Patients attending for the first time to a tertiary hypertension unit represent a sample of the general population of hypertensive patients from a region. Even though it is a biased sample, the longitudinal analysis with time of the data of these patients represents in part real life data and may show trends in adherence to guidelines by their primary care physicians and by patients themselves. Our tertiary hypertension unit has a computerized medical record with more than hundred structured items recorded at each visit. We analyzed changes in patients and treatment characteristics referred to our center over 15 years.Design and method:
We extracted the data of the first visit of all patients attending for the first time our unit between 07/2000 and 06/2015 from our Clinical DataWarehouse. We analyzed patients’ characteristics and treatment evolution between three periods of 5 years. We then analyzed treatment determinants among periods using multivariate analyses, taking into account all patients characteristics.Results:
A total of 17856 patients were included in the study.

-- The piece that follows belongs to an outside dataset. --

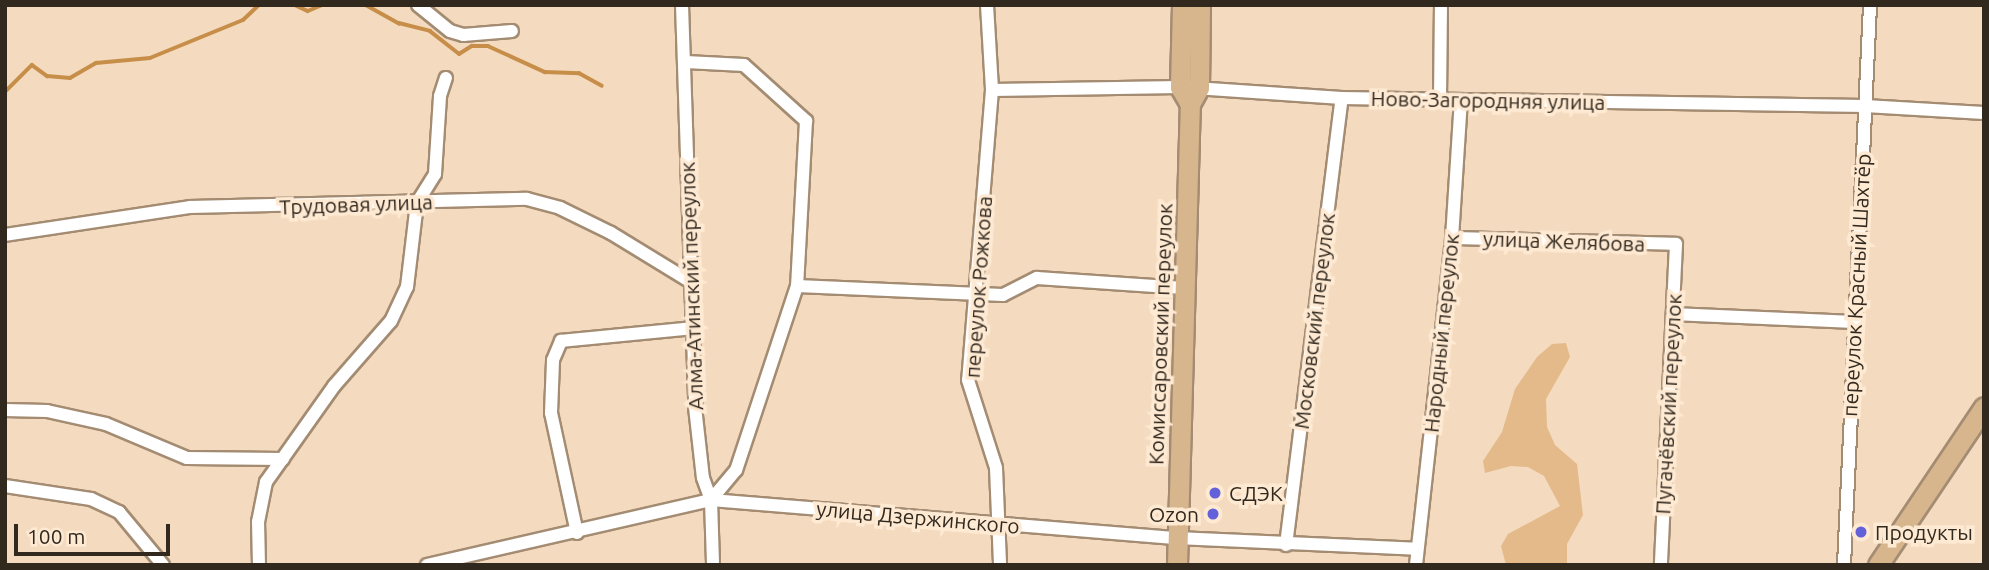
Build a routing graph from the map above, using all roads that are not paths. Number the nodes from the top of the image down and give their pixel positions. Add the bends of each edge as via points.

The prevalence of comorbidities (diabetes, dyslipidemia, renal and heart failure, coronary artery disease, obesity) declared by patients increased with time whereas age remained stable over the three periods. The prevalence of smokers (current or past) decreased with time. Patients declared more frequently regular physical activity with time. Familial history of cardiovascular events strongly decreased. The number of patients treated with at least one antihypertensive treatment strongly increased as well as the number of antihypertensive classes per patient. The prescription rate of angiotensin receptor blockers and calcium-channel blockers increased whereas that of loop diuretics and beta blockers decreased with time. In a multivariate analysis, each anti-hypertensive class was associated with almost all recorded patients’ characteristics.Conclusions:
Patients’ characteristics and treatment strategies strongly evolved over the last 15 years in Paris area. We showed that treatment strategy in real life was based on many patients’ characteristics. Therefore, clinicians personalized their treatment decision by taking into account all patients’ characteristics. This study offers the opportunity to provide real life algorithms for personalized treatment strategy.